[Task to complete]:
Please give back each entry below unaltered, leaving the pictures out.

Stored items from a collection
****************

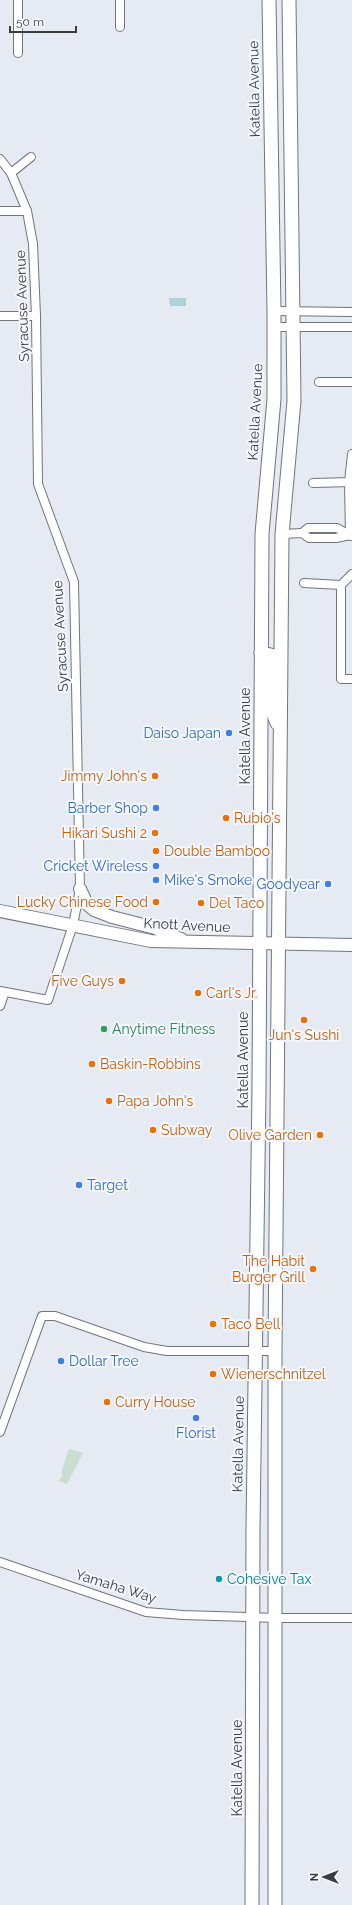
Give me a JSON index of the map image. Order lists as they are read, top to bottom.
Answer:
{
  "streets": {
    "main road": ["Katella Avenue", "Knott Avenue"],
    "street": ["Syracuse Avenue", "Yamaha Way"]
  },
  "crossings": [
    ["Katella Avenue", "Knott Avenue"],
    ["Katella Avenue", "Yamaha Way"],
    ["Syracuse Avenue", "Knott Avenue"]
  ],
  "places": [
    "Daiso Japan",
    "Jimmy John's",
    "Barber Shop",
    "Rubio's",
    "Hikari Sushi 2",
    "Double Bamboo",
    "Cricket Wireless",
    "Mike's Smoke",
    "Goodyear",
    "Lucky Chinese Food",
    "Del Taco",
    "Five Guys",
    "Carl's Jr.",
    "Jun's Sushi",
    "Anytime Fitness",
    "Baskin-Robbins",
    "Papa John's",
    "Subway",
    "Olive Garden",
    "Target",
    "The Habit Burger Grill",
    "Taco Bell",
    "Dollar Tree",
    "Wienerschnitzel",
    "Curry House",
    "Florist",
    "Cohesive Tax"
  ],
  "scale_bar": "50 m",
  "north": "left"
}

****************

[Output]:
Give me a JSON index of the map image. Order lists as they are read, top to bottom.
Answer:
{
  "streets": {
    "main road": ["Katella Avenue", "Knott Avenue"],
    "street": ["Syracuse Avenue", "Yamaha Way"]
  },
  "crossings": [
    ["Katella Avenue", "Knott Avenue"],
    ["Katella Avenue", "Yamaha Way"],
    ["Syracuse Avenue", "Knott Avenue"]
  ],
  "places": [
    "Daiso Japan",
    "Jimmy John's",
    "Barber Shop",
    "Rubio's",
    "Hikari Sushi 2",
    "Double Bamboo",
    "Cricket Wireless",
    "Mike's Smoke",
    "Goodyear",
    "Lucky Chinese Food",
    "Del Taco",
    "Five Guys",
    "Carl's Jr.",
    "Jun's Sushi",
    "Anytime Fitness",
    "Baskin-Robbins",
    "Papa John's",
    "Subway",
    "Olive Garden",
    "Target",
    "The Habit Burger Grill",
    "Taco Bell",
    "Dollar Tree",
    "Wienerschnitzel",
    "Curry House",
    "Florist",
    "Cohesive Tax"
  ],
  "scale_bar": "50 m",
  "north": "left"
}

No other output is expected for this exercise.